▶

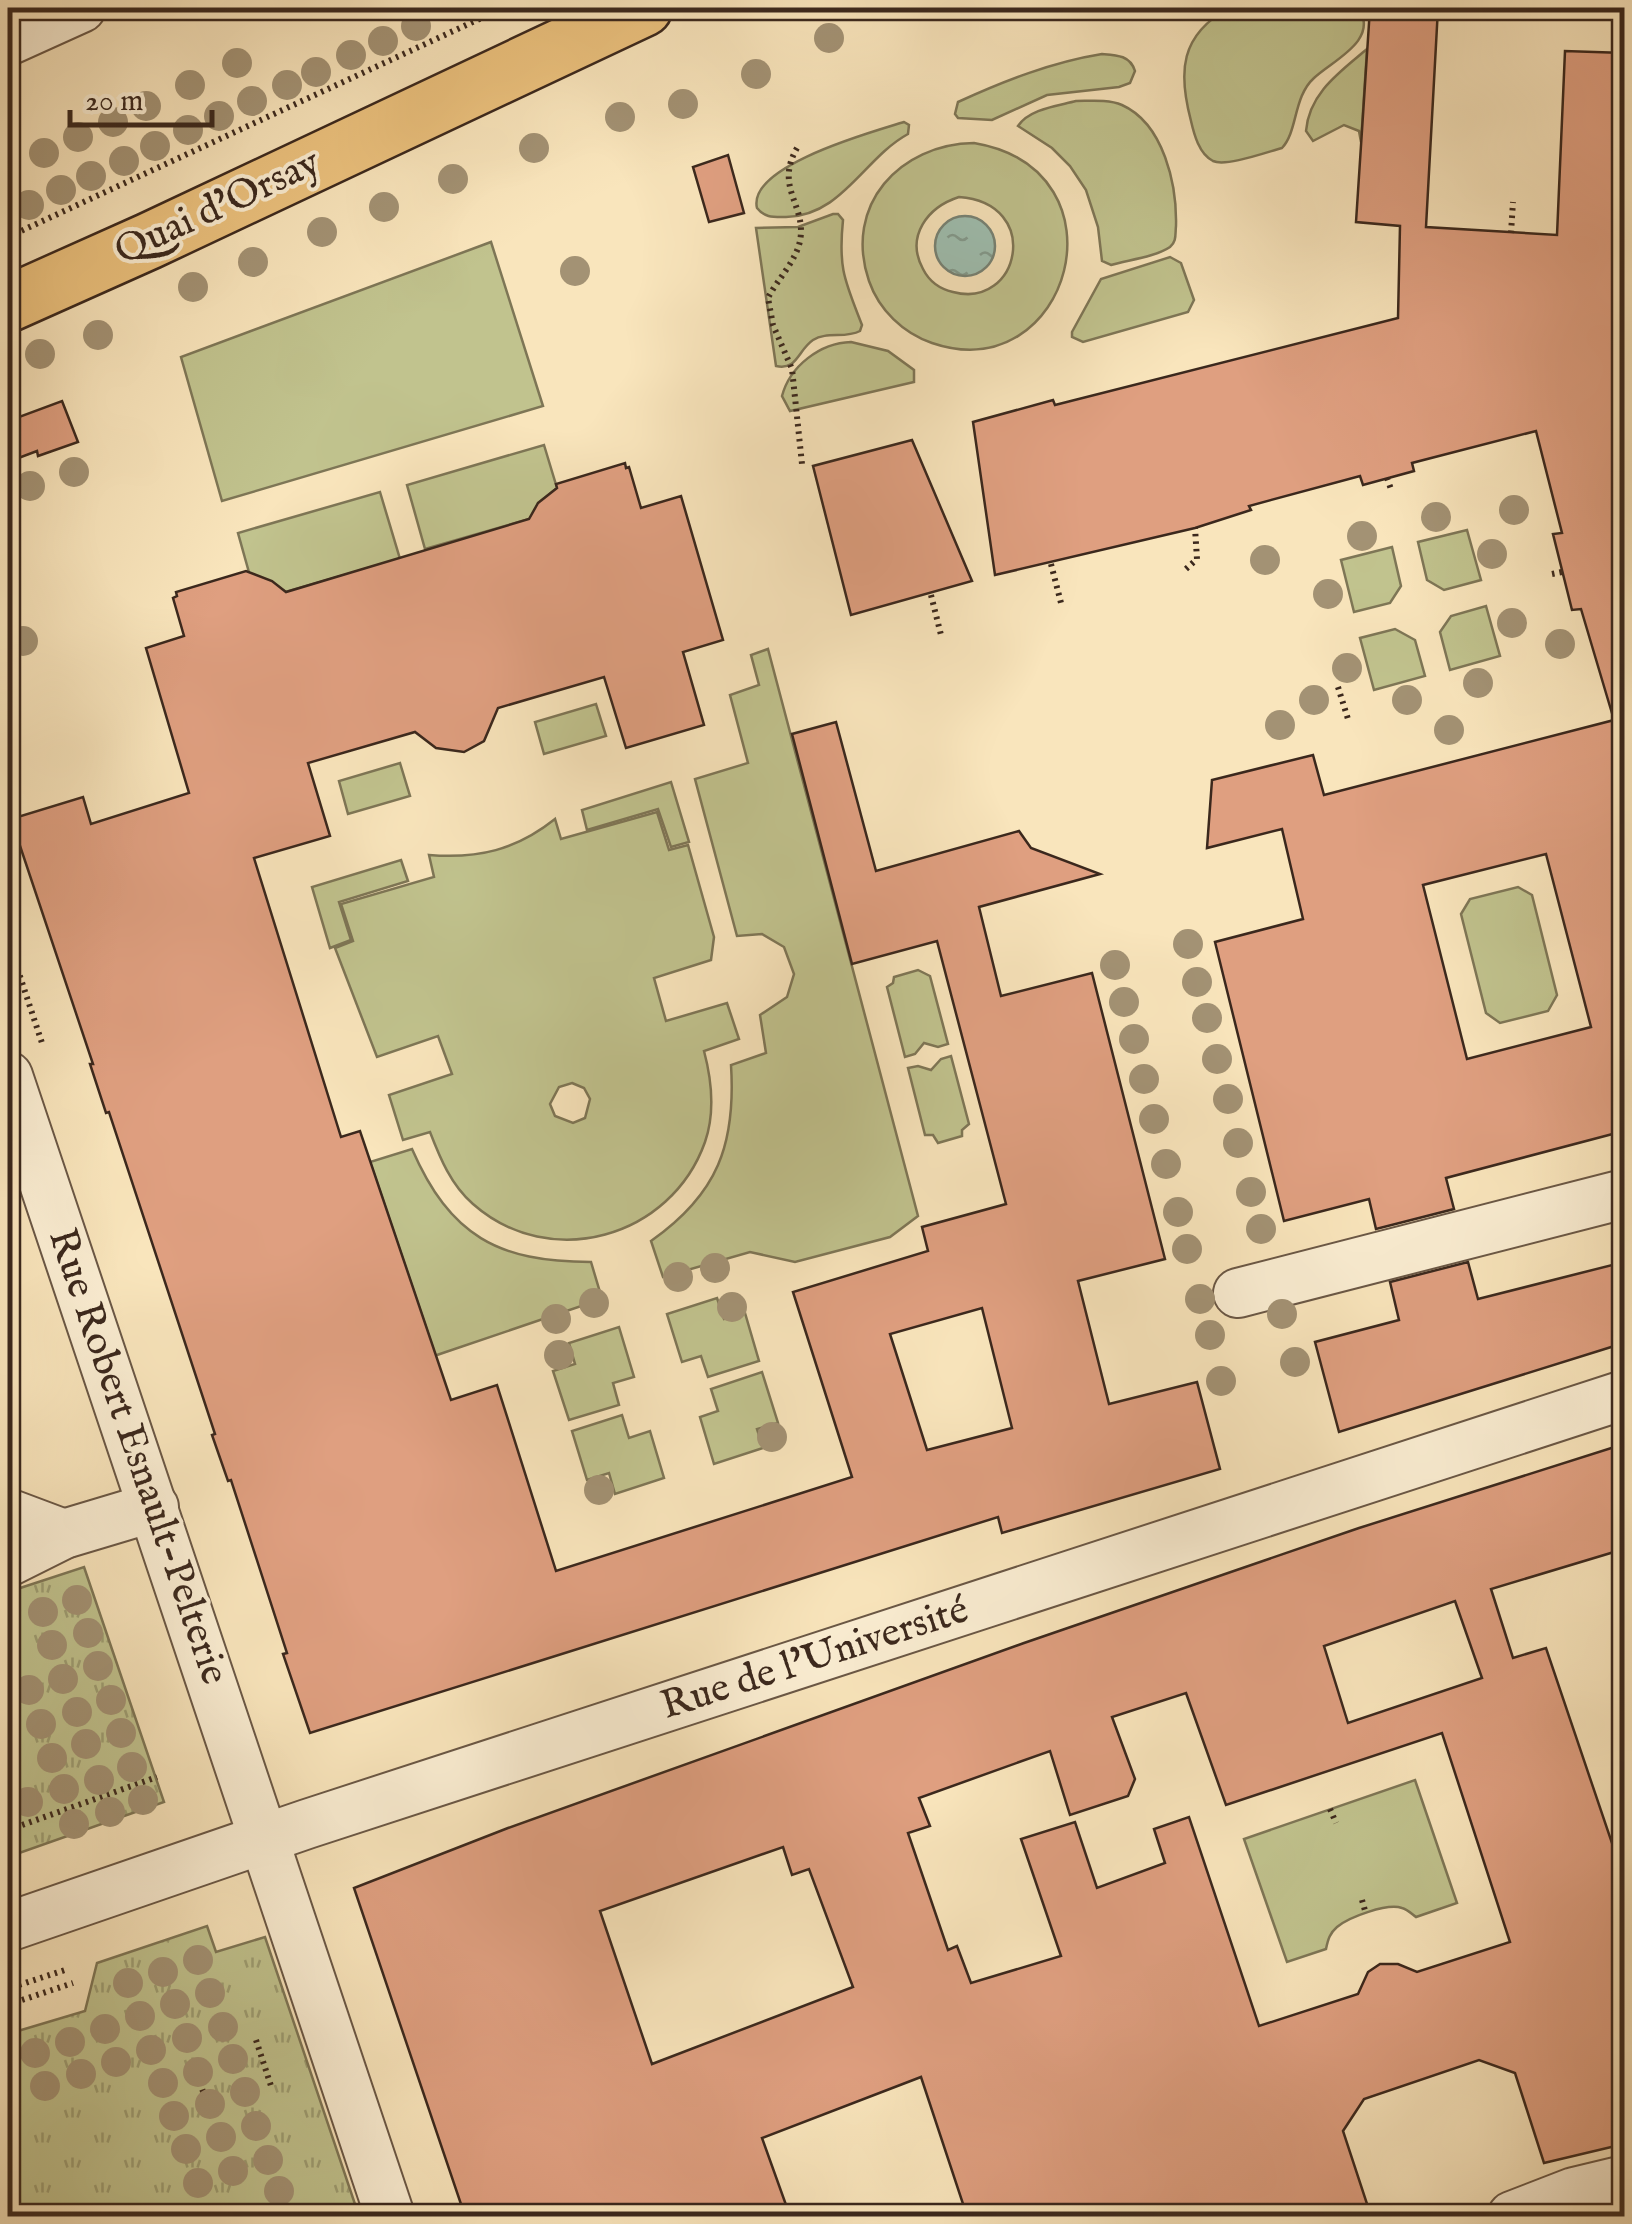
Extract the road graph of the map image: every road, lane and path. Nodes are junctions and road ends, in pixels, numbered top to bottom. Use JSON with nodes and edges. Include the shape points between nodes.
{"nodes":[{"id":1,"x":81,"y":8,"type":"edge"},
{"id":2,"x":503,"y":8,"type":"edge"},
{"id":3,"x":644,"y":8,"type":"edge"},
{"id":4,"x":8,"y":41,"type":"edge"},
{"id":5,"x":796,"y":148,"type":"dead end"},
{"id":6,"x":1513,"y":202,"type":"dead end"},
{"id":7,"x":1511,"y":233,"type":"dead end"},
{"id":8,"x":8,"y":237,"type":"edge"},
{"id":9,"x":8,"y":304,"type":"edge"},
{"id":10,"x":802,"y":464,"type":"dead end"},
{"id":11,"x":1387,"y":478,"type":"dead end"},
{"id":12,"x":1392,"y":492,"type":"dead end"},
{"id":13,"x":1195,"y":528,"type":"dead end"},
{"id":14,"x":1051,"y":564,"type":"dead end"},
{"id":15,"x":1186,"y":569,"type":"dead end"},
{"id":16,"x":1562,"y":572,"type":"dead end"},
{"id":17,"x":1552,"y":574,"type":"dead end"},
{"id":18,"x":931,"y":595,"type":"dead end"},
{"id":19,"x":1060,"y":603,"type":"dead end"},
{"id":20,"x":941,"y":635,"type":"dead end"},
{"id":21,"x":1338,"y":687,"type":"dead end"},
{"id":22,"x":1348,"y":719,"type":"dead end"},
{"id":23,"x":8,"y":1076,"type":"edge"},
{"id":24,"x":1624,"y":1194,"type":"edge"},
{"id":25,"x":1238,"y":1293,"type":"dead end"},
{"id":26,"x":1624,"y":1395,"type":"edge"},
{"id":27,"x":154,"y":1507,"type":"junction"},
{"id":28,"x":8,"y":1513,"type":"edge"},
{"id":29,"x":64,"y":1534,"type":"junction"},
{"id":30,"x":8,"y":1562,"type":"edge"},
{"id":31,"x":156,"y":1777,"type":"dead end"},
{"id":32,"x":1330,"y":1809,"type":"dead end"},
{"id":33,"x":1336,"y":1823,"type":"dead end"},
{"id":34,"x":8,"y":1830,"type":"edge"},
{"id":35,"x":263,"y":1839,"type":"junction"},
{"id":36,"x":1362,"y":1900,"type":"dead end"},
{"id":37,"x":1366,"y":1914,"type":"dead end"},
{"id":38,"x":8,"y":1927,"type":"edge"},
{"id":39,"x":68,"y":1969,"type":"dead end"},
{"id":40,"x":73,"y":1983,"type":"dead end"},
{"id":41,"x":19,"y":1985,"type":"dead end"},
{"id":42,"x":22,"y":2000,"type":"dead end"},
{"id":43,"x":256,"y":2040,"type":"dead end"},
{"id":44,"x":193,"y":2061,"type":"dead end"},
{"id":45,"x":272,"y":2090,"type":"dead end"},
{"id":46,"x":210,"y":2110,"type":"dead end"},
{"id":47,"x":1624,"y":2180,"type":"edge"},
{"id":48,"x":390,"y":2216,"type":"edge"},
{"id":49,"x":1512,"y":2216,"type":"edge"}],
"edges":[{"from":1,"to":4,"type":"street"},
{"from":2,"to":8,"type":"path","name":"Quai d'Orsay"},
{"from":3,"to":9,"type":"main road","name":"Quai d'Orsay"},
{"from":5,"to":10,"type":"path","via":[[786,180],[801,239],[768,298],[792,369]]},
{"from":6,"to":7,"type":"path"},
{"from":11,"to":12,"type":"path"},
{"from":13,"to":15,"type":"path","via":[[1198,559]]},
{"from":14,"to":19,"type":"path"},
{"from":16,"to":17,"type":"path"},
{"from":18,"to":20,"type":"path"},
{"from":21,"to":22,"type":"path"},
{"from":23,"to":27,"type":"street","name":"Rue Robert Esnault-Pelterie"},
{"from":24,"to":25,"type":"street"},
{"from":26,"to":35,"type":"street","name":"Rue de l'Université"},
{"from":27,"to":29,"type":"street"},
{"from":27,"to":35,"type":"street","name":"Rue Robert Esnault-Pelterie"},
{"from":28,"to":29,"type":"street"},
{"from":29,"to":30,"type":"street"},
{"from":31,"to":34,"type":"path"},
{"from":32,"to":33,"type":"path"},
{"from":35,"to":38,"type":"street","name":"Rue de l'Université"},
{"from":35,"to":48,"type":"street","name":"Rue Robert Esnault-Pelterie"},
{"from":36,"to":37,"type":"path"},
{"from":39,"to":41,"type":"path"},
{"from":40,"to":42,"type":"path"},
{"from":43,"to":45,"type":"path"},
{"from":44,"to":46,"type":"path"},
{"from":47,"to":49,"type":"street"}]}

◀
▶

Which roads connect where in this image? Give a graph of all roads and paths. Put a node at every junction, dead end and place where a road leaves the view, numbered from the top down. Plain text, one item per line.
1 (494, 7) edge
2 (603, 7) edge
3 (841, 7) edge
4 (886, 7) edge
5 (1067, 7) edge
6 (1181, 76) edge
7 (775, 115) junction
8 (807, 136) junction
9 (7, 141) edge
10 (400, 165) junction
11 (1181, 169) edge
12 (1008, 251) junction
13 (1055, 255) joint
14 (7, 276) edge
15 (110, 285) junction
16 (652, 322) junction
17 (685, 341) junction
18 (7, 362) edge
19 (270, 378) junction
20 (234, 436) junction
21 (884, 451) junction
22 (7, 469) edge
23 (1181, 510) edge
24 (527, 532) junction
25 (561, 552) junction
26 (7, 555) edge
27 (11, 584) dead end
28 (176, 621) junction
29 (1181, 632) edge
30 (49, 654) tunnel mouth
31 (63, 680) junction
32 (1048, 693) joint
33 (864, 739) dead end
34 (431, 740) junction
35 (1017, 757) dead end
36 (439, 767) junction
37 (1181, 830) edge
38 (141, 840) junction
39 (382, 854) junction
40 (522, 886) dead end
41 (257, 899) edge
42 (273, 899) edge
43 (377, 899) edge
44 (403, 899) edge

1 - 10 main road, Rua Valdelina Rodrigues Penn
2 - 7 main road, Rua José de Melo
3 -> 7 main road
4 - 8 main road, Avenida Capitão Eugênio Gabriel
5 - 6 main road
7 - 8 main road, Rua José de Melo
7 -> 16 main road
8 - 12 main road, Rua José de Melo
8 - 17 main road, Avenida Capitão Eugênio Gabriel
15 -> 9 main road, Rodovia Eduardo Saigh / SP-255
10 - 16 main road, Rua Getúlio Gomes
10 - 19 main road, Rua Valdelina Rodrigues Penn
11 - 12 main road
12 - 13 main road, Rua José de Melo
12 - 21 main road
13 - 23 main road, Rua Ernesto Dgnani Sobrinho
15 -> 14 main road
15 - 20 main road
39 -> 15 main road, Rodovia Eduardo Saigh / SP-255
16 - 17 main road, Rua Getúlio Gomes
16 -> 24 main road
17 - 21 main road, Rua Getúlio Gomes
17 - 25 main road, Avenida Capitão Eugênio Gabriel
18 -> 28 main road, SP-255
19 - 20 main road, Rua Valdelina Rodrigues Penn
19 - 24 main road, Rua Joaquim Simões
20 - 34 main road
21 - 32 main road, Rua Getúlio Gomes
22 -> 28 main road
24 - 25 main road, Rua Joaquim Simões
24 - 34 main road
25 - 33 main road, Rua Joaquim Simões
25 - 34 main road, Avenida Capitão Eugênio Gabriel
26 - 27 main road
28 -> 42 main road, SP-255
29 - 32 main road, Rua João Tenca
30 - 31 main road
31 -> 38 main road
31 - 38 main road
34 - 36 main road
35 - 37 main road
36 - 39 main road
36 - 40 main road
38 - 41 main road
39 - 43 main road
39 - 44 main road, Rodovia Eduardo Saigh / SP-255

◀

Return a copy of each line in the entries that carries the string "Eduardo".

Response to the exercise:
15 -> 9 main road, Rodovia Eduardo Saigh / SP-255
39 -> 15 main road, Rodovia Eduardo Saigh / SP-255
39 - 44 main road, Rodovia Eduardo Saigh / SP-255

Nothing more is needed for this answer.